I know why you clicked on the headline. You’re wondering, “what exactly is this game?” I had the very same question, which is why I wanted to do more research on this PlayStation 4 exclusive in development at Q-Games. As it turns out, The Tomorrow Children appears to be a unique, extraordinary mix of genres, set within a decidedly creepy – yet thoroughly mesmerizing – Soviet-like environment in an alternate 1960’s reality. There are distinct elements of multiplayer and social gaming in this post-apocalyptic landscape and players will have to work together to survive and flourish. Perhaps the most intriguing aspect of the production is the singular atmosphere and precisely how we go about navigating its many dangers.
The entire world seems encased in a bizarre white shell of sorts; this is simply called the “Void” and just about everything, including humanity, has already been lost to it. The problem is that massive monsters called Izverg patrol the Void, so humans are in a constant battle with these creatures…which is symbolic because these monsters are actually manifestations of mankind’s deepest fears. Yes, there’s a definite philosophical bent to this one. The humans that have survived have created strange avatars, or projection clones, to protect themselves as they traverse the Void. These clones are in the shape of children (again, for a very philosophical reason) and they attempt to find islands created by man’s hopes and dreams, which can be mined for precious resources.
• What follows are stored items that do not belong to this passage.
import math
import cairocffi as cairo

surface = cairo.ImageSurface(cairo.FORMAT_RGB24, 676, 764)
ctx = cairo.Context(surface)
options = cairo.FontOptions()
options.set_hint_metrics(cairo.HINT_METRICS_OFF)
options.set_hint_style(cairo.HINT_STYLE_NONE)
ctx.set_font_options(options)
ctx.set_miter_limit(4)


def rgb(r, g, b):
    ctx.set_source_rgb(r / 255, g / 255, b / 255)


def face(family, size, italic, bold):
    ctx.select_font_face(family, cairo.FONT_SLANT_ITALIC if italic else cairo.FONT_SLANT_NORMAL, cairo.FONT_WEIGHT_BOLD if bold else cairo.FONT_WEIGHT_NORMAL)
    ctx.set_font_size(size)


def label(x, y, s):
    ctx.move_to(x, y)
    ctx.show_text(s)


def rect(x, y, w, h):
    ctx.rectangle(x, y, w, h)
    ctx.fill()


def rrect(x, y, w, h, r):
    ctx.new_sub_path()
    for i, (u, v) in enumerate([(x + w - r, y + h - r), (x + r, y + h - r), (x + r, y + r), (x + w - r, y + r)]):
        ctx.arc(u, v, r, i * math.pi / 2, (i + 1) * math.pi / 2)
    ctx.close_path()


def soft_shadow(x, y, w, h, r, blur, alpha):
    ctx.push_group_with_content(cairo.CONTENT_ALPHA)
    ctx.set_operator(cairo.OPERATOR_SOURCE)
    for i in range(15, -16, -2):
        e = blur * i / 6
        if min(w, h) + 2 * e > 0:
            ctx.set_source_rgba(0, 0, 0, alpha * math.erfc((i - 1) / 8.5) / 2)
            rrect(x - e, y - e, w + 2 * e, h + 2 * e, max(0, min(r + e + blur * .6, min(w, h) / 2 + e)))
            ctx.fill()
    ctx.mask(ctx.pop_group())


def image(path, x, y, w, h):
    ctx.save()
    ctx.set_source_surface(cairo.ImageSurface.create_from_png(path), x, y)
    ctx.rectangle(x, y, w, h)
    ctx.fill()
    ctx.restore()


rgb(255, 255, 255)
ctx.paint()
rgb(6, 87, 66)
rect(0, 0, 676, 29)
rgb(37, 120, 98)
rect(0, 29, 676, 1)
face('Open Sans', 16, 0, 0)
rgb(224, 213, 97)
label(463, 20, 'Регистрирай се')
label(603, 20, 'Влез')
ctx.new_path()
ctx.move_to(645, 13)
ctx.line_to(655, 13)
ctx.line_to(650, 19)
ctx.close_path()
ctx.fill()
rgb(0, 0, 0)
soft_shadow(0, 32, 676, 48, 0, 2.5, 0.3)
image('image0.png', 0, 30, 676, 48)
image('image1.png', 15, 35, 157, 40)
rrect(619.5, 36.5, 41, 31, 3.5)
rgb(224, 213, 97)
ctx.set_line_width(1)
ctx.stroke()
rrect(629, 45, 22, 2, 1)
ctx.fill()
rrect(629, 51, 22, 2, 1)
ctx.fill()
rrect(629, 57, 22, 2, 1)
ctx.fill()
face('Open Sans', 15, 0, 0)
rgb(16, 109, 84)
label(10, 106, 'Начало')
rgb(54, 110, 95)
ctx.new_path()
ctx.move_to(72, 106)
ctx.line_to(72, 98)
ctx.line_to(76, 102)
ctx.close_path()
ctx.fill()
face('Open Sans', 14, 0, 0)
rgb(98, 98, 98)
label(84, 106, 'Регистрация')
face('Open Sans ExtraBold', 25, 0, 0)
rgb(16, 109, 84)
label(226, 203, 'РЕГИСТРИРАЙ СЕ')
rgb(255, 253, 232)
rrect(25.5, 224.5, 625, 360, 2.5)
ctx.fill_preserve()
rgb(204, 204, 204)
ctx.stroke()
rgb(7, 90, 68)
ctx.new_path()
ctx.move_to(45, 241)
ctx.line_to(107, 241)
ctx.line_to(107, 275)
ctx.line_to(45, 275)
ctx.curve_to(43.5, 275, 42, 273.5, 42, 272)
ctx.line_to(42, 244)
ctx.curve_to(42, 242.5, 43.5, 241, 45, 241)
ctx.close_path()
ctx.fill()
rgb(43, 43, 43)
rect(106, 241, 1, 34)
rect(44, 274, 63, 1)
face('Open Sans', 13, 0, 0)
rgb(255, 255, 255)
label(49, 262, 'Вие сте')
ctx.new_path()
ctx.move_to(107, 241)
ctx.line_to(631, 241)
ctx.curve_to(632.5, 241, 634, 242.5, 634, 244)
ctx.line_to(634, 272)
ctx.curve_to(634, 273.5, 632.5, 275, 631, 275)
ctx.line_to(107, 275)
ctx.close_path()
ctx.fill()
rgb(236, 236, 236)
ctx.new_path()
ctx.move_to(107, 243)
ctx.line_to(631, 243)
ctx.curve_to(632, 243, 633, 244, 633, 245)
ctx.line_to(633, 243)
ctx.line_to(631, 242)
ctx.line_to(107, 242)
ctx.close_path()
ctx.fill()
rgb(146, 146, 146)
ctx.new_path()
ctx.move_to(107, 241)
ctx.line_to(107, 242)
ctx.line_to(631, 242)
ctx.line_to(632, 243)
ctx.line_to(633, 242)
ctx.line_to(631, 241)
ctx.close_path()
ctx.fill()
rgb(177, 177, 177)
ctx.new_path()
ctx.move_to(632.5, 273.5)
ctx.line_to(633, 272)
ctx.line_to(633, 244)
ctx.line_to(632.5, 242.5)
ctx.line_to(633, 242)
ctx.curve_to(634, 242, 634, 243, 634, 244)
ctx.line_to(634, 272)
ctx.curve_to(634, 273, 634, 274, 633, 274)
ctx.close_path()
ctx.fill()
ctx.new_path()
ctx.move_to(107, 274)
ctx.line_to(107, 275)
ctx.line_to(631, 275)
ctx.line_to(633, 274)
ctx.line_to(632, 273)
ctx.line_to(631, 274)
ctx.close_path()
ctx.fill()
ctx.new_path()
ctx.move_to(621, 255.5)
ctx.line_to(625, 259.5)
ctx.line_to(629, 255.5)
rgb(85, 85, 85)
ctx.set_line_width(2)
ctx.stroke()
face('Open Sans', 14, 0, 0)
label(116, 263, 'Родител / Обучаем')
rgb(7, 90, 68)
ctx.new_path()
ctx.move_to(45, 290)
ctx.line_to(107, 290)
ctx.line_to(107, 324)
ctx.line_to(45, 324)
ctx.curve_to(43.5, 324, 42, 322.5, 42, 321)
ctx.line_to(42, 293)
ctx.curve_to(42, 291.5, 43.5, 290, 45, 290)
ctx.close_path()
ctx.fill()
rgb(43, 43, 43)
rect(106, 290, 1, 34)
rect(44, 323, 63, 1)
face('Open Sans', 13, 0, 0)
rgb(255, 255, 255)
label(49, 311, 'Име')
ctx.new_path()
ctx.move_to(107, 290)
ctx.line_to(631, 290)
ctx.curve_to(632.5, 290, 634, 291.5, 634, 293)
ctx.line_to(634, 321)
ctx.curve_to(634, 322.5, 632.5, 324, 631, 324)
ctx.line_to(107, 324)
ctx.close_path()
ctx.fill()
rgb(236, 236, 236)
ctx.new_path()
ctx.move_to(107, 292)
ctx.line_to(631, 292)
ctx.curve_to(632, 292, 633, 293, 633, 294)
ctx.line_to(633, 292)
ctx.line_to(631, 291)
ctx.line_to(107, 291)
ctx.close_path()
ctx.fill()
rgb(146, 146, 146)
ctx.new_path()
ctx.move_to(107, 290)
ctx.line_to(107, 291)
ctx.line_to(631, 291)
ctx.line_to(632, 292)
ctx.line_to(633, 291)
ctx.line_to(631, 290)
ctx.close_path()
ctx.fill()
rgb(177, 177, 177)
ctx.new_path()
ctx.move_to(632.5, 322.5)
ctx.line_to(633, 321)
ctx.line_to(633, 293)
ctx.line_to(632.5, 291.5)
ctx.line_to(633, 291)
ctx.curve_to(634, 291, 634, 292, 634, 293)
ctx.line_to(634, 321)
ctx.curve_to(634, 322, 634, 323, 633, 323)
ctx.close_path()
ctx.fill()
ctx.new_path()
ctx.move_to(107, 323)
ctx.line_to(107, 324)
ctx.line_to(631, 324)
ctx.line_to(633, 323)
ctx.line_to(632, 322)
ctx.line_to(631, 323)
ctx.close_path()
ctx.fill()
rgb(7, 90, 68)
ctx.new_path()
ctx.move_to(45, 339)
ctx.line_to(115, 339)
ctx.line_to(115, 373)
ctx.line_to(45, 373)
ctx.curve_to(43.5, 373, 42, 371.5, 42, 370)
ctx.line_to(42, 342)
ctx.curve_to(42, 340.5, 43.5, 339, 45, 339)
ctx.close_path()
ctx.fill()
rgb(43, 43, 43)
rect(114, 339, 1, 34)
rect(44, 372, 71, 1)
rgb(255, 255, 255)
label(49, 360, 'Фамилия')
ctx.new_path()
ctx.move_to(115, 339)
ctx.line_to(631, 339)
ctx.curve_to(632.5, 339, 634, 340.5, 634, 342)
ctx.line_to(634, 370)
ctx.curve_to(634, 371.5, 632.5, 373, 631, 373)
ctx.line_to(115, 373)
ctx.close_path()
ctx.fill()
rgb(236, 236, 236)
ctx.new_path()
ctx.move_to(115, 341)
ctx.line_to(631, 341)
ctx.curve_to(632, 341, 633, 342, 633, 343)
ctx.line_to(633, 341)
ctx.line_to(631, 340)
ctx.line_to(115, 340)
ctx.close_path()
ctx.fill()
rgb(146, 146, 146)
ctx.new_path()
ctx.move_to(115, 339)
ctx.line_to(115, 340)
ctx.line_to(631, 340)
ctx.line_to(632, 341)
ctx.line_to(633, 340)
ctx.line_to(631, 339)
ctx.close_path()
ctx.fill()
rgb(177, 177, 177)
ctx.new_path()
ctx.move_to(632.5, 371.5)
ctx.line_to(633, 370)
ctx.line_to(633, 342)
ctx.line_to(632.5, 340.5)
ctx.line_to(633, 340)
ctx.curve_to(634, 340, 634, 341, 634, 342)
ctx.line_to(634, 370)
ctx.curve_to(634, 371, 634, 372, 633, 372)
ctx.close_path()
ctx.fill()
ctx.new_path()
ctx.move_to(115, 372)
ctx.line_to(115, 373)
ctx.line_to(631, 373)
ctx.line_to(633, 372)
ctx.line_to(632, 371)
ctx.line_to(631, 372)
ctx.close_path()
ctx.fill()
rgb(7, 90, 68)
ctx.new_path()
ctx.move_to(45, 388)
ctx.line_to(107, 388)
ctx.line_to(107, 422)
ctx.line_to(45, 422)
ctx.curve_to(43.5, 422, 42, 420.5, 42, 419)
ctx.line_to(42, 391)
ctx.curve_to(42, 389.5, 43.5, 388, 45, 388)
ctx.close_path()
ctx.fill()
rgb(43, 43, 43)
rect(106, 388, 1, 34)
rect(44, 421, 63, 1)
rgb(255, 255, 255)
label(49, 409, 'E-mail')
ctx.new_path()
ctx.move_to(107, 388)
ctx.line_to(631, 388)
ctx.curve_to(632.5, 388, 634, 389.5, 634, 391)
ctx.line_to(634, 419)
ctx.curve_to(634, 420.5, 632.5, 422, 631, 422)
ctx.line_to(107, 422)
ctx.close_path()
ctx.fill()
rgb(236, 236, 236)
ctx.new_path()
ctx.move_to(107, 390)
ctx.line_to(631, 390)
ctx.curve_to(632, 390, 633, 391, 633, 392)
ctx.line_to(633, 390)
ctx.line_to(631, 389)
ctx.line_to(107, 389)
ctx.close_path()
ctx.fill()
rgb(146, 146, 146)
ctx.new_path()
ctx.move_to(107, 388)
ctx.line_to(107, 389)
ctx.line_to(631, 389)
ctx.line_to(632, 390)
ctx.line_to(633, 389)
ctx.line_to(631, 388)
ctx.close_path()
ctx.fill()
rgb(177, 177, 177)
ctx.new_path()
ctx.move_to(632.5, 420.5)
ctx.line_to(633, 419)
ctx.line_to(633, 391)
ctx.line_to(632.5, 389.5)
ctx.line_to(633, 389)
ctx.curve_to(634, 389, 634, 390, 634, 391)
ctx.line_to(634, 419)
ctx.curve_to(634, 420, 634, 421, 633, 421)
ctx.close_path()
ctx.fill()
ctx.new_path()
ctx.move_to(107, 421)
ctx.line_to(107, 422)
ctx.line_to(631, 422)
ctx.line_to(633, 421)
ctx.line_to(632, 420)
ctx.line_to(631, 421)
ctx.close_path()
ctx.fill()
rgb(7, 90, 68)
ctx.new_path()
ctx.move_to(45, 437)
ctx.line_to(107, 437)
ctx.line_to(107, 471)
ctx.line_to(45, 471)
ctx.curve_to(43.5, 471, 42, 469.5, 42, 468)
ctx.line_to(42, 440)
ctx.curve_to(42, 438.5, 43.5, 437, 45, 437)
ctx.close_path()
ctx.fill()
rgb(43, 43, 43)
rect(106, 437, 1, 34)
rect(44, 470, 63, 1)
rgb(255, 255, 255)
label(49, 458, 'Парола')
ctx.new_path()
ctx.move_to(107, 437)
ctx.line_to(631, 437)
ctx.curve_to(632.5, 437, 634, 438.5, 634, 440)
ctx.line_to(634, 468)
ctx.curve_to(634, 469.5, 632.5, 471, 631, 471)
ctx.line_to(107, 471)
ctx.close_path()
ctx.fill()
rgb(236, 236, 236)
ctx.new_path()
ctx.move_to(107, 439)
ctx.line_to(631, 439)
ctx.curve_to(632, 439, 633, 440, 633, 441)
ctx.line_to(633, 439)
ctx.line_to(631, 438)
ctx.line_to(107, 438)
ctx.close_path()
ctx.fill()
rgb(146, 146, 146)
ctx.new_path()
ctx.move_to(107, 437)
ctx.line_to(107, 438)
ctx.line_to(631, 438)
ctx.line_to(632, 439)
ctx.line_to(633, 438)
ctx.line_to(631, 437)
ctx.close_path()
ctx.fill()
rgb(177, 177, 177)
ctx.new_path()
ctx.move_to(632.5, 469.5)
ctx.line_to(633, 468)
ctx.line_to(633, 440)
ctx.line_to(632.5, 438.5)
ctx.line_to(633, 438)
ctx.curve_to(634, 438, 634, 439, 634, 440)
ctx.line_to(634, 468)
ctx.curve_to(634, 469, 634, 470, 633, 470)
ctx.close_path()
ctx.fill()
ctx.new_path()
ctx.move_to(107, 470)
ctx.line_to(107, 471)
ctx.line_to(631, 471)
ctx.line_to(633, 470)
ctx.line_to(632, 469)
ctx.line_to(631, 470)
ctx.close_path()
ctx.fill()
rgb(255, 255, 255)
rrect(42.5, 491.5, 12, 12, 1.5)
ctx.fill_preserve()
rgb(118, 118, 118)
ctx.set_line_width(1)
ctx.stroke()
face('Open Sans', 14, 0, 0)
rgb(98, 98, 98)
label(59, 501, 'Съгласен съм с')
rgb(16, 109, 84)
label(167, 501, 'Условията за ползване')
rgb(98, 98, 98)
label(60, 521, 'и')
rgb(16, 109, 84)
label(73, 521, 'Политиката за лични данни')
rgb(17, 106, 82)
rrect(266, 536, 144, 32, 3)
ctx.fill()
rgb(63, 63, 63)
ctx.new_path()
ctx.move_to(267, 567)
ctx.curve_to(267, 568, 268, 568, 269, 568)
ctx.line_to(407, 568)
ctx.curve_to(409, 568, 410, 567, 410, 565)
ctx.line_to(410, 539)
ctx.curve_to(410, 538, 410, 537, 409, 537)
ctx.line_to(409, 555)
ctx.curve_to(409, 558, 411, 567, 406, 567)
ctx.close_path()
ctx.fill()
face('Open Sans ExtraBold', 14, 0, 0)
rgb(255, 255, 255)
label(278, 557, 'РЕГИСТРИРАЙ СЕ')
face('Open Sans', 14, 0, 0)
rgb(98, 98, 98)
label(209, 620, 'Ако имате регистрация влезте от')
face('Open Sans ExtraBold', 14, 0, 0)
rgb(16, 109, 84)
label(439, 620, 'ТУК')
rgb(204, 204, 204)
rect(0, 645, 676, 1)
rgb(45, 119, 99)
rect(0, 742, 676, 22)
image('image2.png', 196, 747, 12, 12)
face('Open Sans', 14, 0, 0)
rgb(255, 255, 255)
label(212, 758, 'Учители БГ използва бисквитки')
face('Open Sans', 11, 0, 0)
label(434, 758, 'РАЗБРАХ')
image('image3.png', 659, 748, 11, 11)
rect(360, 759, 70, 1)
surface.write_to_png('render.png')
It’s also a rescue mission of sorts because adventurers will happen across Matryoshkas, dolls that contain the essences of lost souls. If you can snag these and return them to safety, advanced technology can return the Matryoshkas back into living beings. To encompass this extremely odd world, the developers are going out on a limb with the graphical production: They’re utilizing what is called Cascaded Voxel Cone Ray-Tracing to build a game that reminds one of handmade stop-motion animation. So, when you’re playing, it almost feels as if you’re inside an old-fashioned cartoon (ala Gumby, only without the stretchiness), and you should appreciate the gorgeous design, highlighted by beautiful character design and wonderfully imaginative scenery. It’s very Tim Burton-esque, I think.
Gameplay is pretty straightforward, as your clone can run, jump, and work to harvest those precious materials. You’ll also have to pay attention to your surroundings, as the darkness can be mortally dangerous; your clone actually starts to disintegrate if it wanders too long in the dark. The idea is to make enough trips into the Void and gather enough resources so your town grows and expands. Saving those Matryoshkas will go a long way toward accomplishing this goal, too. In this way, it has a Sim City vibe in its approach to growth and success; only here, you actually need to get down and dirty when getting your resources. You’ll use a pickaxe to mine what you need, and you’ll locate various veins of ore and other minerals. But of course, the more you dig and the deeper you go, the darker it gets, so…
You won’t be the only one out there, obviously, and more clones working in the Void means more opportunities for resources. You can interact with other clones via simple gestures, and you can even sacrifice a bit of your own health to heal them if they’re in trouble. The Izverg will be a constant terror and yeah, they’re kinda like Godzillas that can cause a tremendous amount of damage in a short span of time. This is where you put aside your pickaxe and take up a rocket launcher or other weapon to fend them off. If you and your fellow clones can manage to bring down an Izverg, it will become a crystallized corpse and as such, an exceedingly valuable mining resource. The bigger the danger, the bigger the payoff. You might even locate some handy-dandy new tools and other machinery as you dig and mine, which can the be used to your advantage in town.
As you progress, you’ll receive points that can be used for attribute upgrades, and you’ll also earn coupons that can be spent on better tools. Your basic tools have a lifespan, as you might expect, and besides, the rampaging Izverg will demand better and better weaponry. Just never forget that this is a collective effort: Your Ministry assessments are critical, so you’ll always have to concern yourself with the greater good. The community’s welfare depends on everyone working together, so you have to keep that in mind when you set out. In the end, The Tomorrow Children is a hugely ambitious and original title that blends strategy, Minecraft-like gameplay, action/adventure and role-playing elements into a really appealing package. Look for it to arrive on PS4 later this year.